» **What is expected**
Output every line below without omitting or altering anything.

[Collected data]
········

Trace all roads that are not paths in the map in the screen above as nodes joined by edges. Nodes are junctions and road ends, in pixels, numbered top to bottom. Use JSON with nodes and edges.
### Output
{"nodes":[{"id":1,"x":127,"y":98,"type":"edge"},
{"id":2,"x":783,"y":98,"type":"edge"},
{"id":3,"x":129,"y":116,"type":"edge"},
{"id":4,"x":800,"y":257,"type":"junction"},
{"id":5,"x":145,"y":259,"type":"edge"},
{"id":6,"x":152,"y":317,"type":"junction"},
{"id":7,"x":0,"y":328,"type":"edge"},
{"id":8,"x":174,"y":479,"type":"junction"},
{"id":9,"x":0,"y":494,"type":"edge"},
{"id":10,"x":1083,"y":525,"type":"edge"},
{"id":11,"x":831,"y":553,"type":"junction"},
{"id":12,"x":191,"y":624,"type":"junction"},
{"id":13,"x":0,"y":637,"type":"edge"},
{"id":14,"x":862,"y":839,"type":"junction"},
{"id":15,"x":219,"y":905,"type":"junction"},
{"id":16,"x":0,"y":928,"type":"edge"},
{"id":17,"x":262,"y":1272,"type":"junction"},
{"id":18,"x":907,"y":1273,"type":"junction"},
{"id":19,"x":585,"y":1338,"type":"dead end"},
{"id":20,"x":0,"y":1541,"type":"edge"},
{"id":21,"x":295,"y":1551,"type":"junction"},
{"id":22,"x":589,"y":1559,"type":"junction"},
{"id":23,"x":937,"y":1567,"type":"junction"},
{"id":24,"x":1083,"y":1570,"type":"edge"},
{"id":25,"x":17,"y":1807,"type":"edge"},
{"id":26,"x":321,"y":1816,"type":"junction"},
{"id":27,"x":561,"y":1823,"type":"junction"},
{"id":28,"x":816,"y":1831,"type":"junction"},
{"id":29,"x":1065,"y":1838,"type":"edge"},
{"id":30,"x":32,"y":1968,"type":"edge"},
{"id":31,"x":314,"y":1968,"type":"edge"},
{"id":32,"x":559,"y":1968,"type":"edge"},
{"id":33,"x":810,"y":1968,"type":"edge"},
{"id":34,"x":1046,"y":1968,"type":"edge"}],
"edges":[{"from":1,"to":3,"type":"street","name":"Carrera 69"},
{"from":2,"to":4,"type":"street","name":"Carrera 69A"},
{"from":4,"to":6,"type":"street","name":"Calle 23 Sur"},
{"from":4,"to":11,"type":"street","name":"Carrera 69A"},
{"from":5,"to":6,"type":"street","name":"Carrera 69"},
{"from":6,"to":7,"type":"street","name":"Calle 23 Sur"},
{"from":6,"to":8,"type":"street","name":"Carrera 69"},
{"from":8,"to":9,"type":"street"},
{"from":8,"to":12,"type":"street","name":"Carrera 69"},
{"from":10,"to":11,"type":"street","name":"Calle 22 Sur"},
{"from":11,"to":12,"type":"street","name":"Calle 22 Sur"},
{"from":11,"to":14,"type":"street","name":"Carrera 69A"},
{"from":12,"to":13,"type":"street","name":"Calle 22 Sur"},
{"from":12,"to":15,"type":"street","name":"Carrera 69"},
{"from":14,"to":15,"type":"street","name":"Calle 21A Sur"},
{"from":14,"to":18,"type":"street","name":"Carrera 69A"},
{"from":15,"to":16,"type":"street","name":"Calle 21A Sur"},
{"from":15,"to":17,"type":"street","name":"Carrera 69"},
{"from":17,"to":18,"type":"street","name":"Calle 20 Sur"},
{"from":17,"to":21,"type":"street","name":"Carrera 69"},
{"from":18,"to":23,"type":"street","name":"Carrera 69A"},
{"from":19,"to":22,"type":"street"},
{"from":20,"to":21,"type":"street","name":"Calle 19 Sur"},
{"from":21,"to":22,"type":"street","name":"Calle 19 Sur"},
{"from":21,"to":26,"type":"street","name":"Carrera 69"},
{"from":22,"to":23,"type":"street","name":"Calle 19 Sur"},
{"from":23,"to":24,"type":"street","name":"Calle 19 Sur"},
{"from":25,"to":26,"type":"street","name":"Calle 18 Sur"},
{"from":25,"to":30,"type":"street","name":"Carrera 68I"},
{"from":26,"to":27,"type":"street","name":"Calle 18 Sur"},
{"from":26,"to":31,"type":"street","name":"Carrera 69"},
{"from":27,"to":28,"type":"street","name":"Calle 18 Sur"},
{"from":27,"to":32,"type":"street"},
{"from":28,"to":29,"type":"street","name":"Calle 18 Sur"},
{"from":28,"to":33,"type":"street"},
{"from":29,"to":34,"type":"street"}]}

········

» **Task response**
Trace all roads that are not paths in the map in the screen above as nodes joined by edges. Nodes are junctions and road ends, in pixels, numbered top to bottom. Use JSON with nodes and edges.
### Output
{"nodes":[{"id":1,"x":127,"y":98,"type":"edge"},
{"id":2,"x":783,"y":98,"type":"edge"},
{"id":3,"x":129,"y":116,"type":"edge"},
{"id":4,"x":800,"y":257,"type":"junction"},
{"id":5,"x":145,"y":259,"type":"edge"},
{"id":6,"x":152,"y":317,"type":"junction"},
{"id":7,"x":0,"y":328,"type":"edge"},
{"id":8,"x":174,"y":479,"type":"junction"},
{"id":9,"x":0,"y":494,"type":"edge"},
{"id":10,"x":1083,"y":525,"type":"edge"},
{"id":11,"x":831,"y":553,"type":"junction"},
{"id":12,"x":191,"y":624,"type":"junction"},
{"id":13,"x":0,"y":637,"type":"edge"},
{"id":14,"x":862,"y":839,"type":"junction"},
{"id":15,"x":219,"y":905,"type":"junction"},
{"id":16,"x":0,"y":928,"type":"edge"},
{"id":17,"x":262,"y":1272,"type":"junction"},
{"id":18,"x":907,"y":1273,"type":"junction"},
{"id":19,"x":585,"y":1338,"type":"dead end"},
{"id":20,"x":0,"y":1541,"type":"edge"},
{"id":21,"x":295,"y":1551,"type":"junction"},
{"id":22,"x":589,"y":1559,"type":"junction"},
{"id":23,"x":937,"y":1567,"type":"junction"},
{"id":24,"x":1083,"y":1570,"type":"edge"},
{"id":25,"x":17,"y":1807,"type":"edge"},
{"id":26,"x":321,"y":1816,"type":"junction"},
{"id":27,"x":561,"y":1823,"type":"junction"},
{"id":28,"x":816,"y":1831,"type":"junction"},
{"id":29,"x":1065,"y":1838,"type":"edge"},
{"id":30,"x":32,"y":1968,"type":"edge"},
{"id":31,"x":314,"y":1968,"type":"edge"},
{"id":32,"x":559,"y":1968,"type":"edge"},
{"id":33,"x":810,"y":1968,"type":"edge"},
{"id":34,"x":1046,"y":1968,"type":"edge"}],
"edges":[{"from":1,"to":3,"type":"street","name":"Carrera 69"},
{"from":2,"to":4,"type":"street","name":"Carrera 69A"},
{"from":4,"to":6,"type":"street","name":"Calle 23 Sur"},
{"from":4,"to":11,"type":"street","name":"Carrera 69A"},
{"from":5,"to":6,"type":"street","name":"Carrera 69"},
{"from":6,"to":7,"type":"street","name":"Calle 23 Sur"},
{"from":6,"to":8,"type":"street","name":"Carrera 69"},
{"from":8,"to":9,"type":"street"},
{"from":8,"to":12,"type":"street","name":"Carrera 69"},
{"from":10,"to":11,"type":"street","name":"Calle 22 Sur"},
{"from":11,"to":12,"type":"street","name":"Calle 22 Sur"},
{"from":11,"to":14,"type":"street","name":"Carrera 69A"},
{"from":12,"to":13,"type":"street","name":"Calle 22 Sur"},
{"from":12,"to":15,"type":"street","name":"Carrera 69"},
{"from":14,"to":15,"type":"street","name":"Calle 21A Sur"},
{"from":14,"to":18,"type":"street","name":"Carrera 69A"},
{"from":15,"to":16,"type":"street","name":"Calle 21A Sur"},
{"from":15,"to":17,"type":"street","name":"Carrera 69"},
{"from":17,"to":18,"type":"street","name":"Calle 20 Sur"},
{"from":17,"to":21,"type":"street","name":"Carrera 69"},
{"from":18,"to":23,"type":"street","name":"Carrera 69A"},
{"from":19,"to":22,"type":"street"},
{"from":20,"to":21,"type":"street","name":"Calle 19 Sur"},
{"from":21,"to":22,"type":"street","name":"Calle 19 Sur"},
{"from":21,"to":26,"type":"street","name":"Carrera 69"},
{"from":22,"to":23,"type":"street","name":"Calle 19 Sur"},
{"from":23,"to":24,"type":"street","name":"Calle 19 Sur"},
{"from":25,"to":26,"type":"street","name":"Calle 18 Sur"},
{"from":25,"to":30,"type":"street","name":"Carrera 68I"},
{"from":26,"to":27,"type":"street","name":"Calle 18 Sur"},
{"from":26,"to":31,"type":"street","name":"Carrera 69"},
{"from":27,"to":28,"type":"street","name":"Calle 18 Sur"},
{"from":27,"to":32,"type":"street"},
{"from":28,"to":29,"type":"street","name":"Calle 18 Sur"},
{"from":28,"to":33,"type":"street"},
{"from":29,"to":34,"type":"street"}]}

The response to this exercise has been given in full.